### The problem
Only one stretch of the data below is needed. Output the lines from the one with "pinky tip: (77, 238)" up to and including the one with "pinky dip: (251, 238)", exactly as they stand.

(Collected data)
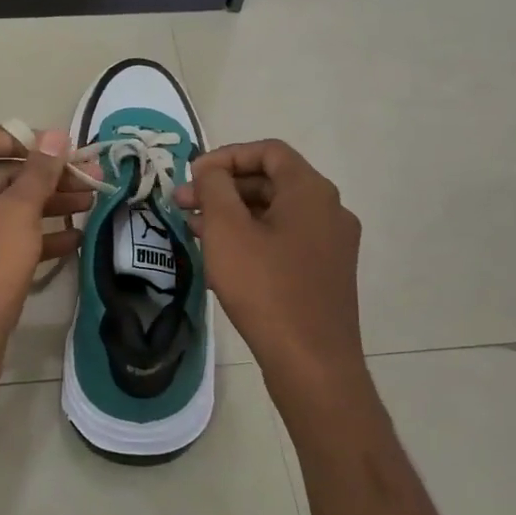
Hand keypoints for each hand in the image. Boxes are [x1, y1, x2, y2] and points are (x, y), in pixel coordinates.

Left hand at [0, 125, 86, 390]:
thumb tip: (55, 134)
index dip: (18, 139)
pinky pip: (12, 239)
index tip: (54, 153)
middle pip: (2, 174)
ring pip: (12, 208)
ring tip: (93, 203)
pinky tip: (77, 238)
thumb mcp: (16, 213)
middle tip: (91, 179)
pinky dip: (42, 236)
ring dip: (51, 203)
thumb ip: (38, 172)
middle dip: (47, 175)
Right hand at [175, 140, 368, 411]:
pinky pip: (284, 240)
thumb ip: (215, 188)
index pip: (268, 151)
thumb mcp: (227, 230)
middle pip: (271, 181)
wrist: (312, 363)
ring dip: (233, 215)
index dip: (226, 156)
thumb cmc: (266, 288)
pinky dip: (251, 238)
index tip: (193, 176)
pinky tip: (219, 258)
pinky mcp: (325, 273)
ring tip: (193, 230)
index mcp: (311, 191)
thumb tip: (210, 170)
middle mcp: (329, 210)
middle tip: (184, 204)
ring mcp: (331, 244)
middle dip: (223, 188)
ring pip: (275, 213)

### Exercise result
pinky tip: (77, 238)
thumb mcp: (16, 213)
middle tip: (91, 179)
pinky dip: (42, 236)
ring dip: (51, 203)
thumb ip: (38, 172)
middle dip: (47, 175)
Right hand at [175, 140, 368, 411]:
pinky pip: (284, 240)
thumb ip: (215, 188)
index pip: (268, 151)
thumb mcp: (227, 230)
middle pip: (271, 181)
wrist: (312, 363)
ring dip: (233, 215)
index dip: (226, 156)
thumb cmc: (266, 288)
pinky dip: (251, 238)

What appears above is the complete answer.